Barth is, in fact, a nom de plume, which is a fancy, French way of saying “alias.” The real man behind the curtain is Randall C. Kennedy, a popular, sometimes outrageous blogger for and frequent contributor to InfoWorld, a publication that like Computerworld is part of IDG. Kennedy’s connection to InfoWorld was severed on Friday.
The two, Barth and Kennedy, are one and the same. The problem was that I didn’t know that. The problem was that Kennedy didn’t tell me he was Barth, that I didn’t figure out Barth was he, and that together, they were Devil Mountain.
It’s a piece worth reading in its entirety, and a few key points about lies are well made:
Here’s the bare-faced lie:
But on Friday, after I confronted Barth with evidence that linked him to Kennedy — I didn’t yet know they were one and the same — he assured me that although the two had worked together in the past, and in fact, now worked together at Devil Mountain, any allegations that he and Kennedy were the same person were ridiculous. Two hours later, I received an e-mail from Kennedy, who I’d e-mailed separately.
“Time to level with you,” Kennedy wrote. “The individual Craig Barth doesn’t exist. It’s a pseudonym I created a decade ago while writing news copy for Windows NT Magazine. … “What began as a simple e-mail exchange of benchmark data two years ago snowballed, as all such white lies tend to do, into the mess we have today,” he [Kennedy] added.
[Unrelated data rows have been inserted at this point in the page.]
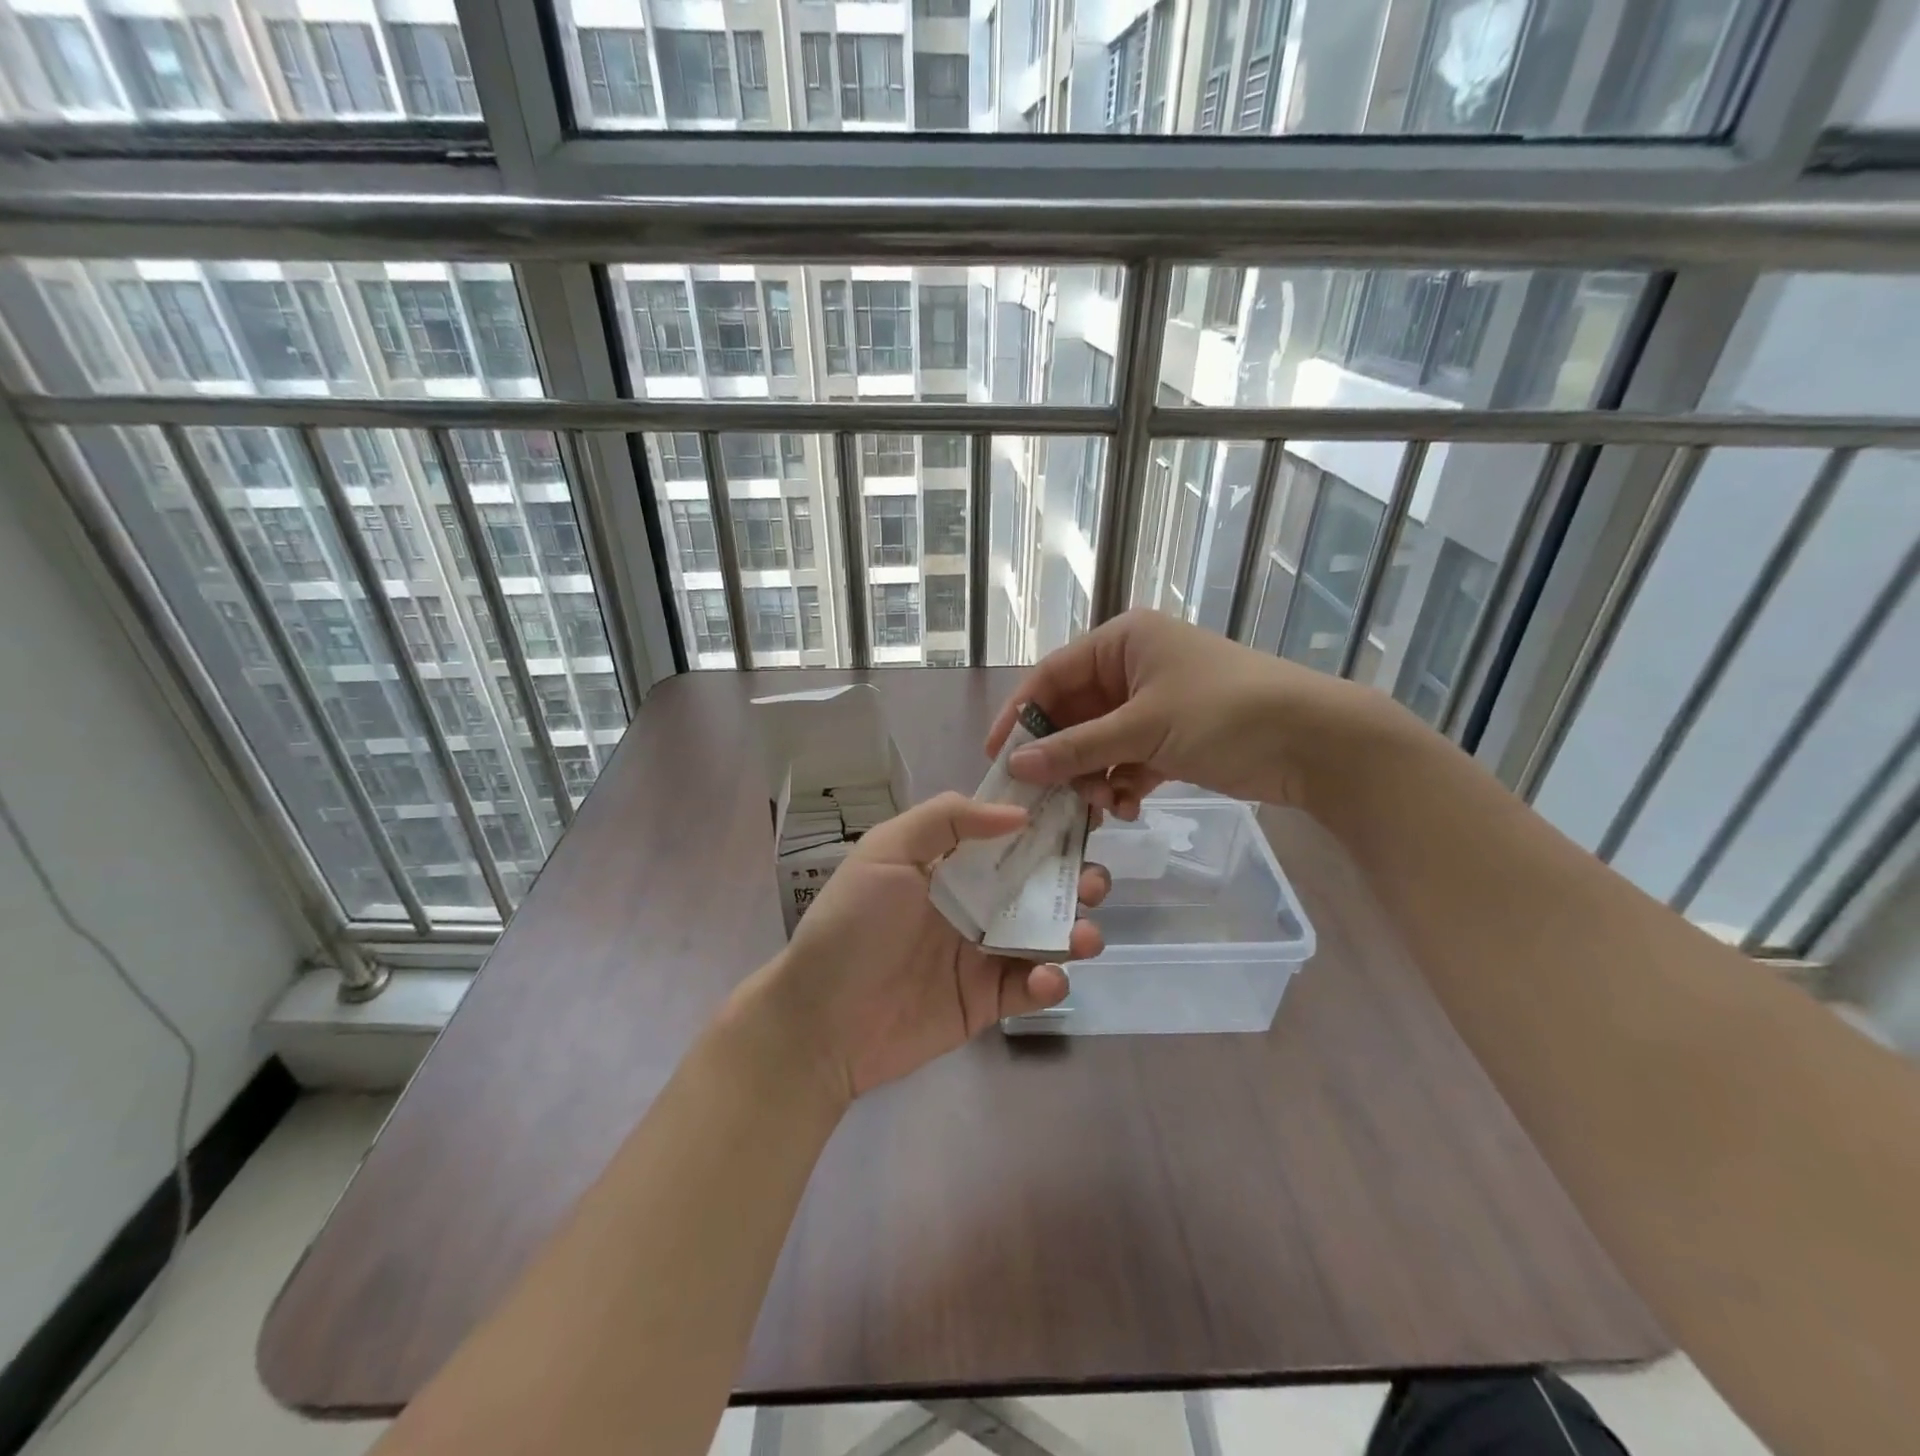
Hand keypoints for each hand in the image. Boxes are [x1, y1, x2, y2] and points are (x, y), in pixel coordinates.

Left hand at [750, 791, 1110, 1102]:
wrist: (822, 1021)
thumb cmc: (851, 926)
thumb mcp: (886, 852)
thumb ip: (946, 819)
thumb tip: (1017, 813)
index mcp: (949, 862)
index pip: (1006, 833)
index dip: (1044, 822)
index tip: (1083, 813)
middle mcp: (972, 901)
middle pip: (1037, 882)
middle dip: (1073, 878)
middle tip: (1091, 882)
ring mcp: (982, 952)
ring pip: (1044, 934)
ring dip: (1074, 929)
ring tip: (1082, 936)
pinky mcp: (987, 1000)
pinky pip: (1031, 986)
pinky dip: (1049, 981)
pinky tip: (1044, 979)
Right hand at [985, 609, 1389, 816]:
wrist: (1317, 743)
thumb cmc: (1225, 713)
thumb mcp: (1143, 727)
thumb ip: (1076, 748)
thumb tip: (1014, 765)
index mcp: (1123, 641)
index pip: (1052, 675)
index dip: (1020, 714)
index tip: (996, 757)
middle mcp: (1133, 667)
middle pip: (1074, 714)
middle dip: (1062, 757)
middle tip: (1046, 798)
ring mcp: (1154, 704)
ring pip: (1099, 743)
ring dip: (1093, 776)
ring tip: (1101, 806)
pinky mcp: (1172, 737)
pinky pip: (1127, 760)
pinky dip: (1122, 784)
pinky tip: (1128, 807)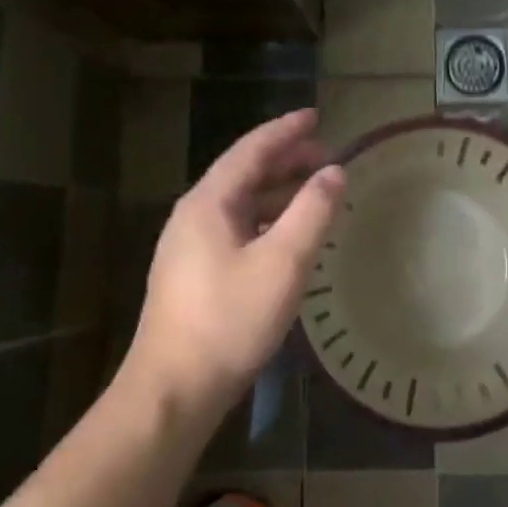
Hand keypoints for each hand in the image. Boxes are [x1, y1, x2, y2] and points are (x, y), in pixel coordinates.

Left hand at [127, 109, 343, 416]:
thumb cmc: (229, 320)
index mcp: (209, 203)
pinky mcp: (193, 274)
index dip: (286, 130)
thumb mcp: (282, 263)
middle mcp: (194, 216)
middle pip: (244, 173)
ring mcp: (189, 247)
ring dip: (277, 190)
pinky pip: (237, 228)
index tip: (316, 115)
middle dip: (285, 159)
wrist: (172, 391)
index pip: (251, 149)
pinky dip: (267, 219)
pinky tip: (287, 235)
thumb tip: (335, 172)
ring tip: (314, 189)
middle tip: (325, 154)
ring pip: (241, 203)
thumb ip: (312, 212)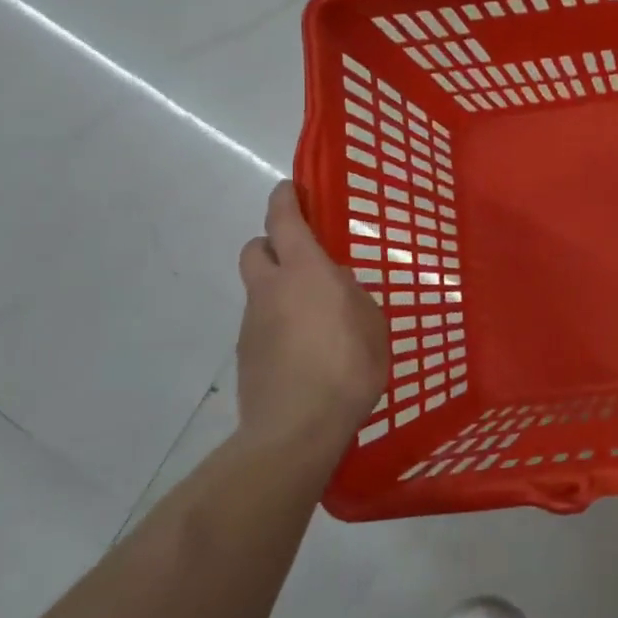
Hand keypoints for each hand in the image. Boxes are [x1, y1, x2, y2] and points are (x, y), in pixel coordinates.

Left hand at [236, 183, 388, 437]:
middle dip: (273, 243)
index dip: (284, 199)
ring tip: (315, 316)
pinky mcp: (246, 354)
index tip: (289, 189)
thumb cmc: (347, 366)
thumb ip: (352, 296)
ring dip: (279, 288)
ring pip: (259, 289)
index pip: (283, 219)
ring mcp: (253, 322)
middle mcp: (270, 288)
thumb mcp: (371, 323)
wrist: (296, 429)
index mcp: (305, 271)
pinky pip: (262, 323)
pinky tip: (305, 349)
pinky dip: (278, 323)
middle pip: (256, 248)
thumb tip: (337, 286)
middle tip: (302, 257)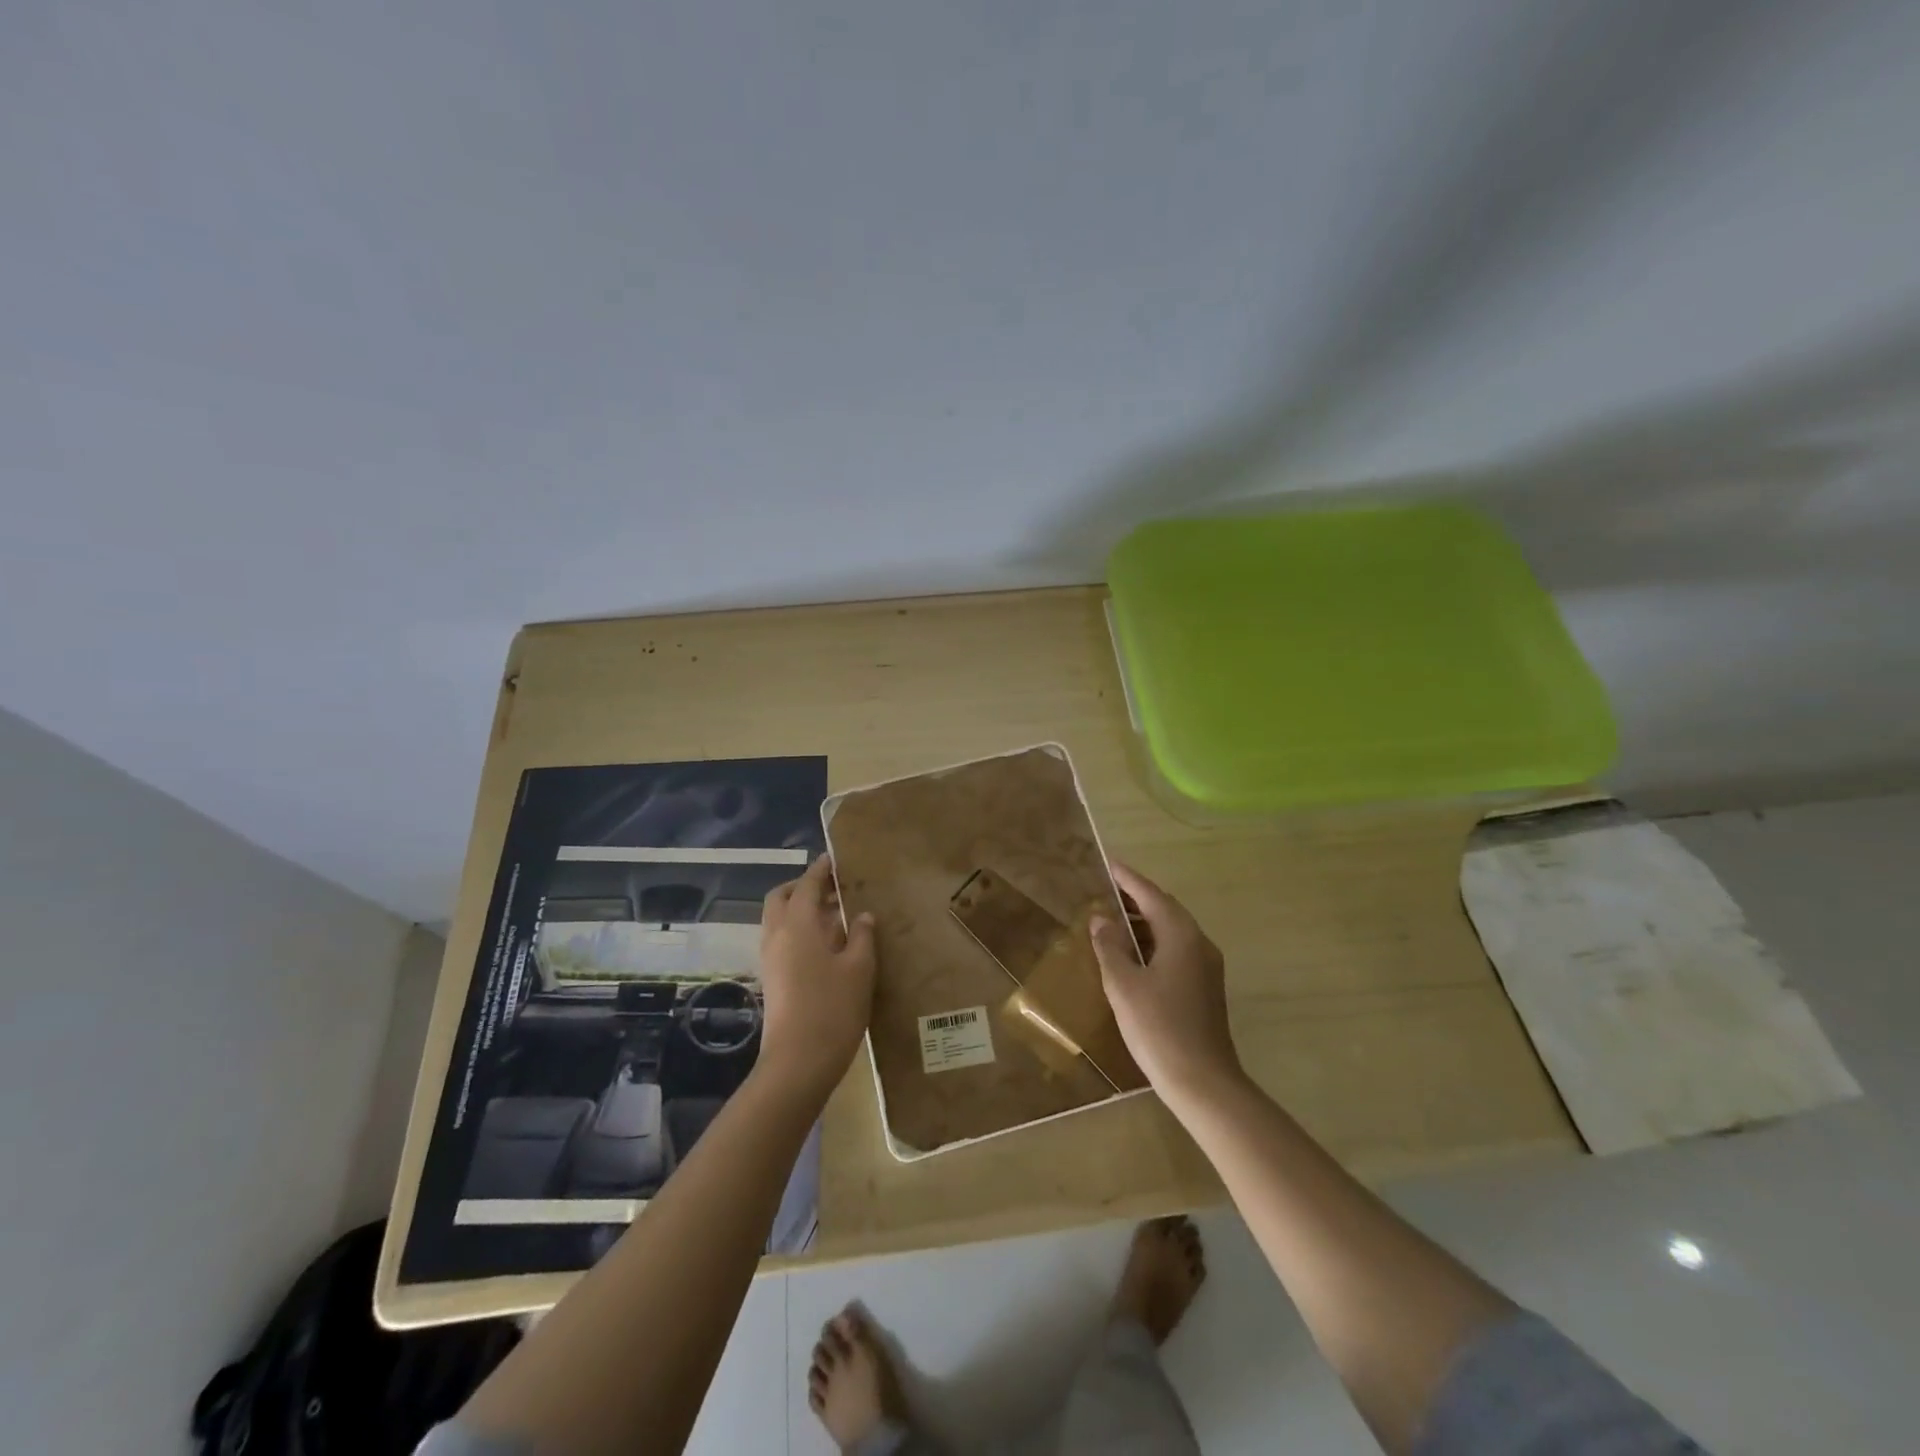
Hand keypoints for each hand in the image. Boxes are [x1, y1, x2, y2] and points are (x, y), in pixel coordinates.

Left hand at [756, 854, 876, 1100]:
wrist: (797, 1064)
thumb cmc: (833, 1009)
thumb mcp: (859, 969)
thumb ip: (862, 936)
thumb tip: (863, 915)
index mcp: (798, 925)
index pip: (807, 885)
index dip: (821, 870)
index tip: (835, 858)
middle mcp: (777, 935)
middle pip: (782, 897)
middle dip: (804, 887)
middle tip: (833, 888)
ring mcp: (771, 959)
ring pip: (780, 920)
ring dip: (802, 909)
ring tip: (837, 914)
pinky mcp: (773, 979)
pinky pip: (783, 940)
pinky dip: (800, 930)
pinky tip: (828, 944)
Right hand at [1090, 863, 1243, 1103]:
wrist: (1203, 1082)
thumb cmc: (1159, 1028)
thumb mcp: (1123, 984)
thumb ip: (1110, 947)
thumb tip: (1101, 919)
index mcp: (1181, 936)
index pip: (1151, 895)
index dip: (1128, 879)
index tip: (1108, 864)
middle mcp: (1199, 944)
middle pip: (1165, 910)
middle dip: (1136, 899)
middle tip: (1105, 891)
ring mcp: (1206, 968)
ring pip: (1171, 932)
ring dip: (1143, 923)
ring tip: (1112, 921)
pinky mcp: (1205, 988)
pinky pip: (1176, 951)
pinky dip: (1153, 944)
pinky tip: (1132, 957)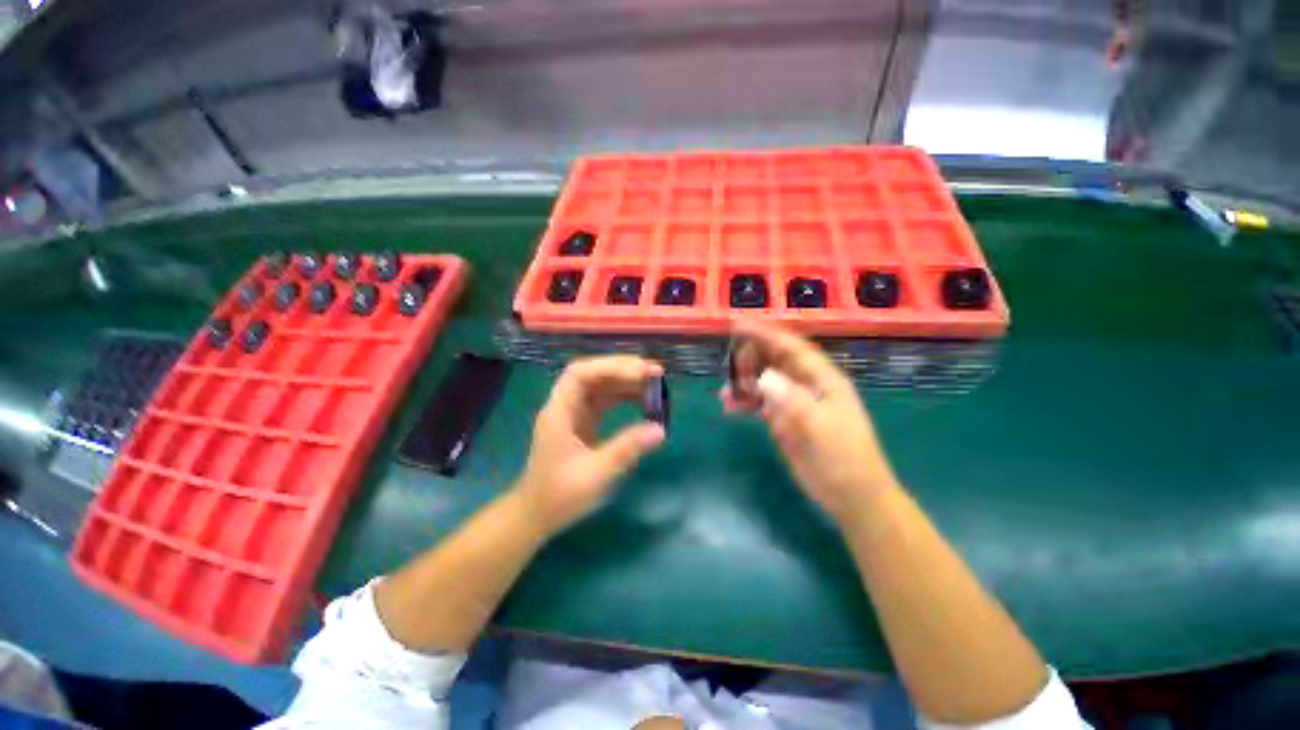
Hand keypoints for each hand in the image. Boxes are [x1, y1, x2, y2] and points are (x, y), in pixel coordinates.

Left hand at [517, 355, 665, 533]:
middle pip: (593, 374)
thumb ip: (627, 448)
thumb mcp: (596, 473)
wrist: (536, 516)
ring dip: (627, 381)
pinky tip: (643, 400)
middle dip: (623, 369)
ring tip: (655, 384)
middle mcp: (565, 405)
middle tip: (656, 373)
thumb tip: (660, 429)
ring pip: (601, 385)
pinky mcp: (583, 422)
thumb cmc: (559, 496)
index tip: (641, 372)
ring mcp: (574, 413)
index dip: (611, 366)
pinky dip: (624, 397)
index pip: (580, 373)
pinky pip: (605, 401)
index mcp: (559, 411)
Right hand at [722, 320, 898, 524]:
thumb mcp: (820, 427)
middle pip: (775, 362)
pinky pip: (761, 404)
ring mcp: (794, 403)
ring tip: (724, 393)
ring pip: (765, 383)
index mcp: (823, 380)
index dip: (766, 334)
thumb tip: (763, 378)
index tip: (739, 325)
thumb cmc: (844, 458)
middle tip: (727, 362)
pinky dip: (746, 403)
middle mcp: (807, 386)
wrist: (852, 497)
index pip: (791, 348)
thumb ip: (792, 401)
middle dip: (751, 359)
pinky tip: (731, 407)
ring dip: (744, 384)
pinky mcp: (785, 421)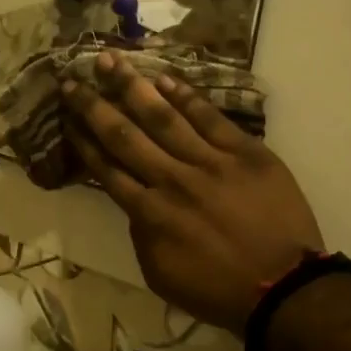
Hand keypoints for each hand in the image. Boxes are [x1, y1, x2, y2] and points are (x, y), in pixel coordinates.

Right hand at [63, 54, 322, 334]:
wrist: (284, 289)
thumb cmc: (218, 290)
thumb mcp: (161, 274)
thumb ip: (141, 235)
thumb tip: (134, 203)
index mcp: (149, 214)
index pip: (107, 169)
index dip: (83, 141)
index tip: (66, 117)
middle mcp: (171, 180)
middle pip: (124, 136)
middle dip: (93, 105)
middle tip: (71, 78)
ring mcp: (210, 163)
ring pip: (163, 118)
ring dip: (132, 87)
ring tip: (110, 60)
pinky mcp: (245, 153)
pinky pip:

“Lie” it is, “white” it’s not. And “mess” doesn’t begin to describe the fall-out over Kennedy’s disguising his identity to InfoWorld, Computerworld, and other news organizations and blogs, including the Associated Press, WindowsITPro, and Gizmodo.
During every interview with Barth since late 2007, I came away convinced he knew what he was talking about. On Friday, Kennedy claimed that everything but his identity was legit … Obviously, that’s moot now. Readers who scoffed at the data he presented last week have all that much more reason to doubt. Even people who accepted the data as valid, like me, have to wonder where the slippery slope of deception ends.